Using NewsHour Extra Feature Stories

 

Overview: NewsHour Extra feature stories can help students identify and interpret key issues in current events. This activity anticipates one class period, but the follow-up essay might be assigned as homework or in another period.

Warm Up: Use initiating questions to introduce the topic and find out how much your students know.

Main Activity: Have students read NewsHour Extra's feature story and answer the questions on the reading comprehension handout.

Discussion: Use discussion questions to encourage students to think about how the issues outlined in the story affect their lives and express and debate different opinions.

Follow-up: Students can write a 500-word editorial on the topic expressing their views and send it to NewsHour Extra [extra@newshour.org] for possible publication.

Evaluation: Students are graded on their answers to reading comprehension questions and/or their editorial.

 

Story: At-Home AIDS Test Raises Health Issues, 11/30/2005
http://www.pbs.org/newshour/extra/features/july-dec05/aidstest_11-30.html


Initiating Questions:

1. What is the difference between HIV & AIDS?

2. How do people get HIV or AIDS?

3. What is an HIV test? How do you get one?


Reading Comprehension Questions: (click here for printout)

1. How many people in the United States are infected with HIV but do not know it? Why is that a problem?

...nearly a quarter of the million HIV affected people in the United States unaware that they have been exposed to HIV virus,

… 50% of the 40,000 new HIV cases each year are transmitted by people who have been recently infected and are unaware they are infected.

2. What is the OraQuick rapid HIV-1 test?

To take the OraQuick test, an individual swabs his gums and then place the saliva coated strip in a holder. Twenty minutes later the strip will show either one line for negative or two lines for positive.

3. Why are some health care officials reluctant to make the rapid test available for at-home use?

A positive home test result could spark panic or even suicide, says Dr. Philippe Chiliade, who serves as the Medical Director at The Whitman-Walker Clinic in Washington, DC.

"One of the big threats of this test is that people will not have the support that they need if the test is positive."

It usually takes between two to twelve weeks after exposure for an infected individual to test positive. Without understanding this critical information, a teenager who may have been exposed to the virus could take an at-home HIV test, test negative, and continue to engage in risky behavior.

4. Why do some health care officials feel making the test available for use at home would be better for at-risk teens?

"The major benefit for this test would be if it would prompt a teenager into care. There might be a kid who wants to find out results in private and then armed with the results will go see a doctor," says Susan Rosenthal, Director of Adolescent and Behavioral Health at the University of Texas

Dr.
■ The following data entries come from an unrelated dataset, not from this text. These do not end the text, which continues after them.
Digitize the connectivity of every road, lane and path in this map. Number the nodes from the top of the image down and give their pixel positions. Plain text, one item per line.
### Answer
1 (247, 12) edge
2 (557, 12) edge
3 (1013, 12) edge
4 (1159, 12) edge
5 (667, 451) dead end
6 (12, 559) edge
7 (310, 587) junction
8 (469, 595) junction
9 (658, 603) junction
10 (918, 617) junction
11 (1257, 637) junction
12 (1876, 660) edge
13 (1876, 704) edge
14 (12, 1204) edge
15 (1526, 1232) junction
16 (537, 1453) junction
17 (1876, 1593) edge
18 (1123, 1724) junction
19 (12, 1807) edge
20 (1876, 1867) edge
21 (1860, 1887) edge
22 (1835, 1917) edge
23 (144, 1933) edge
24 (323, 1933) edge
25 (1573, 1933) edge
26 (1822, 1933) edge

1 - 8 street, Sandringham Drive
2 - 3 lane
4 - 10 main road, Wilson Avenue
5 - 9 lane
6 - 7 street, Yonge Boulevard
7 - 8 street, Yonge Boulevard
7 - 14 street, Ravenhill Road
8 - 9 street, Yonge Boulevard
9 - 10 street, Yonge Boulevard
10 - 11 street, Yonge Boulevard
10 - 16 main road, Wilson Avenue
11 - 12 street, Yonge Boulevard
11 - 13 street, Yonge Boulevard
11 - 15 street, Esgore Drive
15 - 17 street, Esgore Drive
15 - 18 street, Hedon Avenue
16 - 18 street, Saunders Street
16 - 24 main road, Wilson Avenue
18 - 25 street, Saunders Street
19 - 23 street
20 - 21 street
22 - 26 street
Rosenthal also believes that an over-the-counter HIV test could lead to a much needed dialogue about sex "To the extent that this test could serve as a jumping off point for conversation among teens with their parents and doctors then it might be a good option."

5. How soon after a person is initially infected can the rapid test detect HIV?

"It usually takes between two to twelve weeks after exposure for an infected individual to test positive.

 

Discussion Activity (more research might be needed):

1. Do you think young people in the United States know enough about AIDS? Is AIDS a big deal? Why or why not.

2. Home pregnancy tests have been available over the counter for years. Write an essay comparing the drawbacks and benefits of the availability of home pregnancy test to rapid HIV-1 test?

3. Some health officials claim that at-home HIV testing should not be available whereas others claim it should. Write an essay detailing the arguments and explain which position you would support and why.